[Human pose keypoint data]
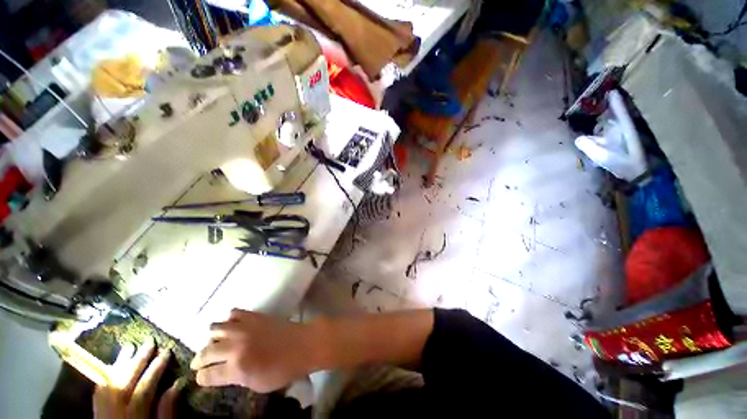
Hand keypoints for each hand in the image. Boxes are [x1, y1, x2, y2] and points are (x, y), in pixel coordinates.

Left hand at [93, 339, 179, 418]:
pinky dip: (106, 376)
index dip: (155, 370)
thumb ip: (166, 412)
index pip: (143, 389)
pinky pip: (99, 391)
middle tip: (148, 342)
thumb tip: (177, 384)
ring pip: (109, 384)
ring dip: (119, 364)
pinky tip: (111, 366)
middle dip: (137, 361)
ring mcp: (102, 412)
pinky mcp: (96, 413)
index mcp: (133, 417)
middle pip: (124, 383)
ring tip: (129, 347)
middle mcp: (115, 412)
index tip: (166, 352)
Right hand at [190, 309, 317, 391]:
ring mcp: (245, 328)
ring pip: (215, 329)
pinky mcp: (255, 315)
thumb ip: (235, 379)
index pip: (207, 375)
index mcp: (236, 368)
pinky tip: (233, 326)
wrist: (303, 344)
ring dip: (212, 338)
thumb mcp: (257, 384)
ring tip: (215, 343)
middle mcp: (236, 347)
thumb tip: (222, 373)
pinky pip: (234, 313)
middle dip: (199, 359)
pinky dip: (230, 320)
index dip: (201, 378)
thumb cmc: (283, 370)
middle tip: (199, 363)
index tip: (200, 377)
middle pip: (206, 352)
==
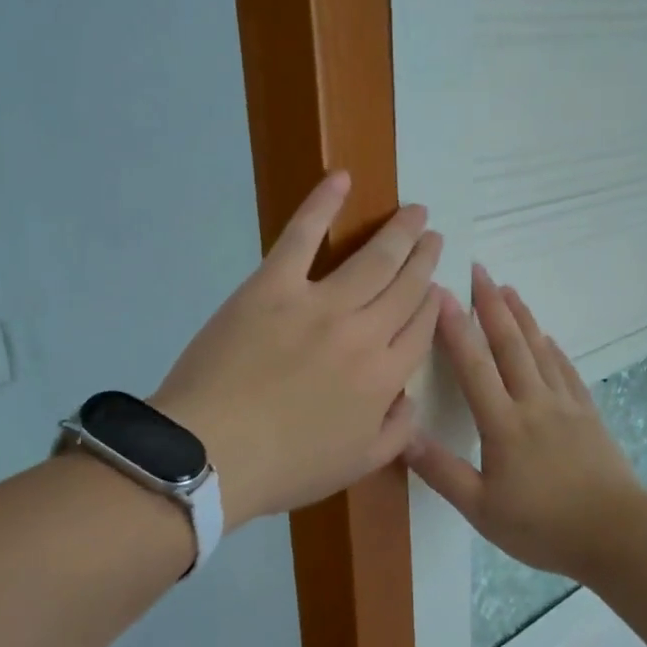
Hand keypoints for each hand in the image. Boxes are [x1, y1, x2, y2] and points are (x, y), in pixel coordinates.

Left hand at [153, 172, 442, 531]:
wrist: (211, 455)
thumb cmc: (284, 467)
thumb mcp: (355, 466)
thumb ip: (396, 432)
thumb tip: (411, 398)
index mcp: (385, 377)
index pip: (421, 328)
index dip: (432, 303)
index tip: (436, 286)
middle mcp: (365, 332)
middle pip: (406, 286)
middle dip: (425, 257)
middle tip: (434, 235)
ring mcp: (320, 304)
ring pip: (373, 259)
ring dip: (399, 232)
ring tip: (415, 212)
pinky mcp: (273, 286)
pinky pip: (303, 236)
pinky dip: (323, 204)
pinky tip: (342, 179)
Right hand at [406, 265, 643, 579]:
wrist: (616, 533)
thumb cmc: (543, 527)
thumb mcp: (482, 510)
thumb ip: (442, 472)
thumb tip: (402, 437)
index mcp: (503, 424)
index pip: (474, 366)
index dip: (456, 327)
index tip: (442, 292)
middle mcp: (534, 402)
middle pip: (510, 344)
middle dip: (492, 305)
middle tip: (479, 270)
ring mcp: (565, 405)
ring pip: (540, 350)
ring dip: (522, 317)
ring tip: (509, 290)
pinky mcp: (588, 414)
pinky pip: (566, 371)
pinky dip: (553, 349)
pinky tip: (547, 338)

* PROBLEM REQUIREMENTS *
Once the line with "middle mcp: (365, 332)" is found in the records above, print exactly that line and every line after it through the line with "pinky tip: (547, 338)".

* WORKED SOLUTION *
middle mcp: (365, 332)
middle pip: (406, 286)
middle dip: (425, 257)
middle tip: (434, 235)
ring mcp: (320, 304)
ring pip: (373, 259)
ring dip: (399, 232)
ring tip: (415, 212)
pinky mcp: (273, 286)
pinky pip: (303, 236)
pinky dip: (323, 204)
pinky tip: (342, 179)
Right hand at [406, 265, 643, 579]:
wrist: (616, 533)
thumb cmc: (543, 527)
thumb mcp: (482, 510)
thumb ip: (442, 472)
thumb tip: (402, 437)
index mcp: (503, 424)
index pip: (474, 366)
index dip: (456, 327)
index tip: (442, 292)
middle mcp: (534, 402)
middle pip: (510, 344)
middle dip: (492, 305)
middle tip: (479, 270)
ring mcp: (565, 405)
ring pip: (540, 350)
ring dip: (522, 317)
ring tip: (509, 290)
pinky mcp: (588, 414)
pinky pip: (566, 371)
pinky dip: (553, 349)
pinky tip: (547, 338)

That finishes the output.